The desire and fancying sometimes aren’t there.

The body also isn’t as receptive to sex as it is in someone healthy, which makes it physically more demanding.

As well as a lower desire for sex, it’s harder to reach orgasm.

Lots of people have issues with body image.

It’s not unique to people with eating disorders.

It’s also not exclusive to women.

RELATED: Is An Eating Disorder Damaging Your Romantic Relationship?

I don’t have body dysmorphia.

I know I’m very underweight.

But that doesn’t make me feel any more comfortable in my body.

Even things like lying in bed with my boyfriend’s arm around me can feel fraught.

Is he touching my bloated tummy?

Are my ribs sticking out alarmingly?

When I lay and my thighs spread, are they spreading too much? 

I know I’m not alone in this feeling, but people with eating disorders have even more complex relationships with their body. 

It’s also imperative that I don’t put too much pressure on my boyfriend.

Great sex has to be something enjoyed by two people, in partnership.

Talking about it has been hugely important, and we’re open and honest about the situation.

I want to be intimate with him.

It’s just sometimes a little harder than I’d like. 

People are often ashamed to talk about any difficulties with sex.

We’ve had to put embarrassments behind us and communicate.

Before we went on our first date, I texted him and told him that I was still in recovery, as I didn’t want to keep secrets, and he’s been great. He mustn’t take on a caregiver role though, so we speak about everything as adults in a mutually supportive relationship. 

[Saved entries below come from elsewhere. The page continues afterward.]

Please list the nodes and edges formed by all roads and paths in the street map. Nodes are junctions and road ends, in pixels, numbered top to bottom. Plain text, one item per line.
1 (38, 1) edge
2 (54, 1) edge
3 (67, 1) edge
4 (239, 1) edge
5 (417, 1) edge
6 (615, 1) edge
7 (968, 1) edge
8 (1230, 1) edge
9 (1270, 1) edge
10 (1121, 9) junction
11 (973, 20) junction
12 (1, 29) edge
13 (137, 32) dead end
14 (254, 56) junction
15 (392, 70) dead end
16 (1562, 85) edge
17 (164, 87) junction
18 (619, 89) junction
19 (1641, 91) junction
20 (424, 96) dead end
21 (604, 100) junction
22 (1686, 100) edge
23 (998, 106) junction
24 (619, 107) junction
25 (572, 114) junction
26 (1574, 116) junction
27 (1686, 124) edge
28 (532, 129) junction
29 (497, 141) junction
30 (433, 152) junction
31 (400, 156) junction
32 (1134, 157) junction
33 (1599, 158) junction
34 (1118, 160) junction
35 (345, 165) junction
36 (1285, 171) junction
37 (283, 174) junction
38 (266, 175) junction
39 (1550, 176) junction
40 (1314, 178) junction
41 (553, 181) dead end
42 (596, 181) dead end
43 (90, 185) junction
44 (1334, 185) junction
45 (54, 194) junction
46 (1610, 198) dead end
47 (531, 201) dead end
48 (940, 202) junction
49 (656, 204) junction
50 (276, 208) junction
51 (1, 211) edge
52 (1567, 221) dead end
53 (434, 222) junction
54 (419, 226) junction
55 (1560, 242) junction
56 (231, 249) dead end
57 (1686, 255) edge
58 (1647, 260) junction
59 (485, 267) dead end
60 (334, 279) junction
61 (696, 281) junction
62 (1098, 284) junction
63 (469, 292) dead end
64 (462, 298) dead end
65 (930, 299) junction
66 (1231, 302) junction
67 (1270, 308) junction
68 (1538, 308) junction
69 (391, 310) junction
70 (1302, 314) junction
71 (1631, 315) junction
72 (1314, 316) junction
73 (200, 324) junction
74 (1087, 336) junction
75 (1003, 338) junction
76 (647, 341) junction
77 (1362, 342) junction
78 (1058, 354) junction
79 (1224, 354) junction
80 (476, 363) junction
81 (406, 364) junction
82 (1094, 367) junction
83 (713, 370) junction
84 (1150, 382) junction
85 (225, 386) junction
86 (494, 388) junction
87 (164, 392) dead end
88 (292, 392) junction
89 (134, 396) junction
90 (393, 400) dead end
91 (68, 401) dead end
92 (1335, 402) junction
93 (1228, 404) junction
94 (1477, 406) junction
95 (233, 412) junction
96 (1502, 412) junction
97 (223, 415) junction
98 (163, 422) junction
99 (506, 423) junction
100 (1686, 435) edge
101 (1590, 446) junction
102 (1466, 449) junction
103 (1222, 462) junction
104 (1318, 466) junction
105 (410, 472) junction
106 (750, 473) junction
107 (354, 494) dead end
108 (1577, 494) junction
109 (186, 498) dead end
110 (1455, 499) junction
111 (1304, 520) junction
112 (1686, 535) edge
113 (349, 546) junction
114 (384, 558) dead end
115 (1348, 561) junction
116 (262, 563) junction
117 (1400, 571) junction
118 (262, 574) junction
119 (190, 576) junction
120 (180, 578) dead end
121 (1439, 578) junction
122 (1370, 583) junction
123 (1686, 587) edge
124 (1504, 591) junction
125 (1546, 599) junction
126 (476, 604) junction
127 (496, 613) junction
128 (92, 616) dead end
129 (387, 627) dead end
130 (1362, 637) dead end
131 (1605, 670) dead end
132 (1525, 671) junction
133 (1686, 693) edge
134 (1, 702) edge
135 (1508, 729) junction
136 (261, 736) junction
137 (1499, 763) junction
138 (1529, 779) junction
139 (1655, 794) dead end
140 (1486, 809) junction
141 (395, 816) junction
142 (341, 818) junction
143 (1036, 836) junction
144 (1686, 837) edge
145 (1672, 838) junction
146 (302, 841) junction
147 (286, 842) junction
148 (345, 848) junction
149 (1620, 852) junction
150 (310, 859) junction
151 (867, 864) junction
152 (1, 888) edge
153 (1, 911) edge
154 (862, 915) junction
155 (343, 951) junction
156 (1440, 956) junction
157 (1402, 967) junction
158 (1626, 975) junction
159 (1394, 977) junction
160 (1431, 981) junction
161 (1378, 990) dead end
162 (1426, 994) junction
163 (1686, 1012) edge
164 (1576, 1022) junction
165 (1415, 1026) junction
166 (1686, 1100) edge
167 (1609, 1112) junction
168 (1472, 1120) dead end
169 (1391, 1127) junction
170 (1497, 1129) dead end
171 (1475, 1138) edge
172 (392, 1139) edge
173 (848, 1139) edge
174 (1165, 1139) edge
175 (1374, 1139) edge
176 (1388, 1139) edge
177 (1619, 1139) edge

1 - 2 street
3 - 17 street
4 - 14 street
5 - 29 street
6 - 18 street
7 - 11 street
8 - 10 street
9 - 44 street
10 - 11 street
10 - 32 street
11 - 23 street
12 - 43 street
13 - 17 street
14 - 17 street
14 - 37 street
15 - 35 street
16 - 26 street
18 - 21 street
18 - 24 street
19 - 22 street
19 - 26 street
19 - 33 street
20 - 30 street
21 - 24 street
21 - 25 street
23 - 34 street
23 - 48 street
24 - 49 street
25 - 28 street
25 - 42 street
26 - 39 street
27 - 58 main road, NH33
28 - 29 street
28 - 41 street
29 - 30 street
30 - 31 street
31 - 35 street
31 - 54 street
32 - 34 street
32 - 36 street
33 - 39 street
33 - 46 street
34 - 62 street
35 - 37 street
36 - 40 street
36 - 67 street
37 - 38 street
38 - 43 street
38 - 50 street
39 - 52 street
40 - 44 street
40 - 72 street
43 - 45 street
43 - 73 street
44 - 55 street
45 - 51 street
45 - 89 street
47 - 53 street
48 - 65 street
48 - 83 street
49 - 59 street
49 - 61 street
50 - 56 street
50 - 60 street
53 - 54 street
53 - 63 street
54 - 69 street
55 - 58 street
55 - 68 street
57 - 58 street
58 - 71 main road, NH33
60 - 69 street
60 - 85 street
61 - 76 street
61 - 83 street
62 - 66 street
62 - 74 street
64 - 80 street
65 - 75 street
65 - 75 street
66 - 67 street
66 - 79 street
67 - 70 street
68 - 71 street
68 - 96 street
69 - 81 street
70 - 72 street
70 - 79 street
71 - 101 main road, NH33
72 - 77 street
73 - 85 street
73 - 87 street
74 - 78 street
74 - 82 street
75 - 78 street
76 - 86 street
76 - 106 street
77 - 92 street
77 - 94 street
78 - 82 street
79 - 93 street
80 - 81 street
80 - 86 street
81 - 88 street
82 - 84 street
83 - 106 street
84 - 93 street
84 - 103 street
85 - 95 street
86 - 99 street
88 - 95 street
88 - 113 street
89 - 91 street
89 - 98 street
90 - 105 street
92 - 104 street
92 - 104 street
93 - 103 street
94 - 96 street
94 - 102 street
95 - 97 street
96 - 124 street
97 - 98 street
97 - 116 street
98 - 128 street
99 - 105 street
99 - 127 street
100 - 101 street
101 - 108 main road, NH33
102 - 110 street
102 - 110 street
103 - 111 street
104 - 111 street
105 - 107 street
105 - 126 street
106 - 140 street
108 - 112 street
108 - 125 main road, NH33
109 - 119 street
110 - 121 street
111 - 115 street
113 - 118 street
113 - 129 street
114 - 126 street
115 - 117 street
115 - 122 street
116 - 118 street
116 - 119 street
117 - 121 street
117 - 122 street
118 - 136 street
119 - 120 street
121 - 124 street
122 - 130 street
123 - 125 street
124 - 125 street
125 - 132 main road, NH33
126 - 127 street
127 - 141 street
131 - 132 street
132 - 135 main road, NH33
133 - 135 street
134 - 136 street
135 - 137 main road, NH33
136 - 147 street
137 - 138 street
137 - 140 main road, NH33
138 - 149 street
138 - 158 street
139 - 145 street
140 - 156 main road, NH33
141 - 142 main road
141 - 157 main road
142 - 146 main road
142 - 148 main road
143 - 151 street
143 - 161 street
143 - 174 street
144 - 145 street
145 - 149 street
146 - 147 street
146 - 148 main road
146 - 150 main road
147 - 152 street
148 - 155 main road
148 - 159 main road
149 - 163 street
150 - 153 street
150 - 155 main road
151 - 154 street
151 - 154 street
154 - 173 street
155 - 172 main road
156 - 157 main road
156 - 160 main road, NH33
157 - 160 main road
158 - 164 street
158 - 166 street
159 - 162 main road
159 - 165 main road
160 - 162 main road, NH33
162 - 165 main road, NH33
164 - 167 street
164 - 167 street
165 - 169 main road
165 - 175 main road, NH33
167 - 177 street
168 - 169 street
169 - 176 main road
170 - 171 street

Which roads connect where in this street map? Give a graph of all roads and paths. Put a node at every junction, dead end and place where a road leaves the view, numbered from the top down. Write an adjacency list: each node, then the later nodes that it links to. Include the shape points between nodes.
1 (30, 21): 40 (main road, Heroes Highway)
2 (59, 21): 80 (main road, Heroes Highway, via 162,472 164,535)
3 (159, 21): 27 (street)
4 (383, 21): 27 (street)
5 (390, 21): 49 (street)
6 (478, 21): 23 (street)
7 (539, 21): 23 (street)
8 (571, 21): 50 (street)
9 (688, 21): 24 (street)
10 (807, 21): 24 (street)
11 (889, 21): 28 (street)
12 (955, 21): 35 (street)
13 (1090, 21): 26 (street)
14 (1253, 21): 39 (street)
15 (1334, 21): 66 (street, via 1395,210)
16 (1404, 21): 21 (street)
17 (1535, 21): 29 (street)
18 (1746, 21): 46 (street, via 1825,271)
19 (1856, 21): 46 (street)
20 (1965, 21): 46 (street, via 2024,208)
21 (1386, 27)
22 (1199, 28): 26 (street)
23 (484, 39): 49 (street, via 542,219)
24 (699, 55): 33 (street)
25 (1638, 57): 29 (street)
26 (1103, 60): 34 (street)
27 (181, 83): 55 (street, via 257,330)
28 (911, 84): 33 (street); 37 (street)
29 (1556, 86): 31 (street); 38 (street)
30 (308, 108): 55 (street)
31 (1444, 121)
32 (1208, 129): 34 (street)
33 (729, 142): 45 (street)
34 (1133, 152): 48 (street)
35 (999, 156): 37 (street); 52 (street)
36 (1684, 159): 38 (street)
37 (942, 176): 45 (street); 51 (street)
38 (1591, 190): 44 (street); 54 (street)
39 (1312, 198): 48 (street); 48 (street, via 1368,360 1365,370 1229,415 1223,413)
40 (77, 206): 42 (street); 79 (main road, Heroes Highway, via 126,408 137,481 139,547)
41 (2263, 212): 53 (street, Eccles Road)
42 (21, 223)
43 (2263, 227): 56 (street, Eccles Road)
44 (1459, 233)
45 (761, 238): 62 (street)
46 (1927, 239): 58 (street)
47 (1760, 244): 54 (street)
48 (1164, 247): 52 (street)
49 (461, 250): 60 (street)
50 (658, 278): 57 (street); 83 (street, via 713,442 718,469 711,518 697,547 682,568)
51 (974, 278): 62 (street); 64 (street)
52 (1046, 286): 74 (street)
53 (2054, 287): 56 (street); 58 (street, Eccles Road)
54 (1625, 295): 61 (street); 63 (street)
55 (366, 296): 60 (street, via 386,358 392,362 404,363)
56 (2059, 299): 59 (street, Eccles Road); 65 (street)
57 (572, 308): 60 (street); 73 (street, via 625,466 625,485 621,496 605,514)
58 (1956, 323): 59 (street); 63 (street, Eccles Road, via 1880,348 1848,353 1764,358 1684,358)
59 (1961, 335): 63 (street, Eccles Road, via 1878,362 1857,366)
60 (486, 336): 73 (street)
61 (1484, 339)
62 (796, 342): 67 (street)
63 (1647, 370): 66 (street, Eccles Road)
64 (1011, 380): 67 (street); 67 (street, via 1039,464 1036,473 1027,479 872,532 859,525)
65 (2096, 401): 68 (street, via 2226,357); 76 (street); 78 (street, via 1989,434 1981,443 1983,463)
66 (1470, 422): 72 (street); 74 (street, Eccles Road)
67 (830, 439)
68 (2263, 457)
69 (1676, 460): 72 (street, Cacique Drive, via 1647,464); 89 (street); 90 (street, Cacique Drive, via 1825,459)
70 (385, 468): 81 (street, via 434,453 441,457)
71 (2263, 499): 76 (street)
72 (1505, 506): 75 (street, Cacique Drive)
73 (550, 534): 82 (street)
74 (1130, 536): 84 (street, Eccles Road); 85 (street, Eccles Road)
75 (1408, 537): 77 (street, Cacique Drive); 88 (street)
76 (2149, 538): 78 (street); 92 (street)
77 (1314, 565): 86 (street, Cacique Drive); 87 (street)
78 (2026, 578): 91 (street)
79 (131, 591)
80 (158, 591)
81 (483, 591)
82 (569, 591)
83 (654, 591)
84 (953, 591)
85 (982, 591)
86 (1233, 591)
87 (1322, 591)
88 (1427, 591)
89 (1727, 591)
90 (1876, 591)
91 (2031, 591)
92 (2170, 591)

Eating disorders are complex illnesses.

So is recovery from them.

But recovery is worth it. By my bed, I have a list of things that are motivating me to get better.

Great sex is one of them.

Brilliant orgasms in a loving relationship are just one of the huge benefits of building a life without anorexia.

RELATED: 4 Things You Should Never Do When Your Partner Has An Eating Disorder

Francesca Baker is a writer who focuses on mental health, disorders, and relationships. For more of her relationship content, visit her page on Ravishly

This article was originally published at Ravishly. Reprinted with permission from the author.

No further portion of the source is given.